YOUR SOLIN GENERATED RECIPE
Creamy Chicken and Vegetable Pot Pie with Golden Whole Wheat Crust
A comforting pot pie featuring tender chicken, a medley of garden vegetables, and a luscious, creamy sauce, all encased in a golden whole wheat crust. This wholesome dish delivers satisfying flavors and textures ideal for a nourishing meal any time of day.
INGREDIENTS
4 ounces Chicken Breast
1/2 cup Frozen Peas
1/2 cup Carrots
1/4 cup Celery
1/4 cup Nonfat Greek Yogurt
1 serving Golden Whole Wheat Pie Crust
1/2 teaspoon Garlic Powder
1/2 teaspoon Dried Thyme
Salt and Pepper to taste
PREPARATION
Preheat your oven to 375°F.
Dice the cooked chicken breast into bite-sized pieces. In a large mixing bowl, combine the chicken, frozen peas, diced carrots, and celery.

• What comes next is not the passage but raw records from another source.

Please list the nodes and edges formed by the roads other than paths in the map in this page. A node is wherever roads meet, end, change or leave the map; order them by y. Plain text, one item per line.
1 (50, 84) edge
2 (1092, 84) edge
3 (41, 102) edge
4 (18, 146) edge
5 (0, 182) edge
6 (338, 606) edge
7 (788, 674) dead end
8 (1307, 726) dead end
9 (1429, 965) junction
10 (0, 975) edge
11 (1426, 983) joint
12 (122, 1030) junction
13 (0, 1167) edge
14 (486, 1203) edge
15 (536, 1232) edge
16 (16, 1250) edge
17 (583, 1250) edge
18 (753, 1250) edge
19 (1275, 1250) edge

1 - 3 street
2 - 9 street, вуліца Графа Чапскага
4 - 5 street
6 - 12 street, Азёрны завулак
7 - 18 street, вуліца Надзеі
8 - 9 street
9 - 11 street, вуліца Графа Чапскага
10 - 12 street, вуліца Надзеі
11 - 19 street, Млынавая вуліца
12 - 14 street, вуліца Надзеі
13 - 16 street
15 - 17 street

In a separate small bowl, mix the nonfat Greek yogurt with garlic powder, dried thyme, salt, and pepper to create a light creamy sauce.
Pour the sauce over the chicken and vegetables, stirring gently to coat all the ingredients evenly.
Transfer the mixture into a small baking dish. Top evenly with the pre-made golden whole wheat pie crust, gently pressing the edges down to secure the filling.
Bake in the preheated oven for 20-25 minutes until the crust is golden and the filling is bubbling.
Remove from the oven, let cool for a few minutes, then serve warm.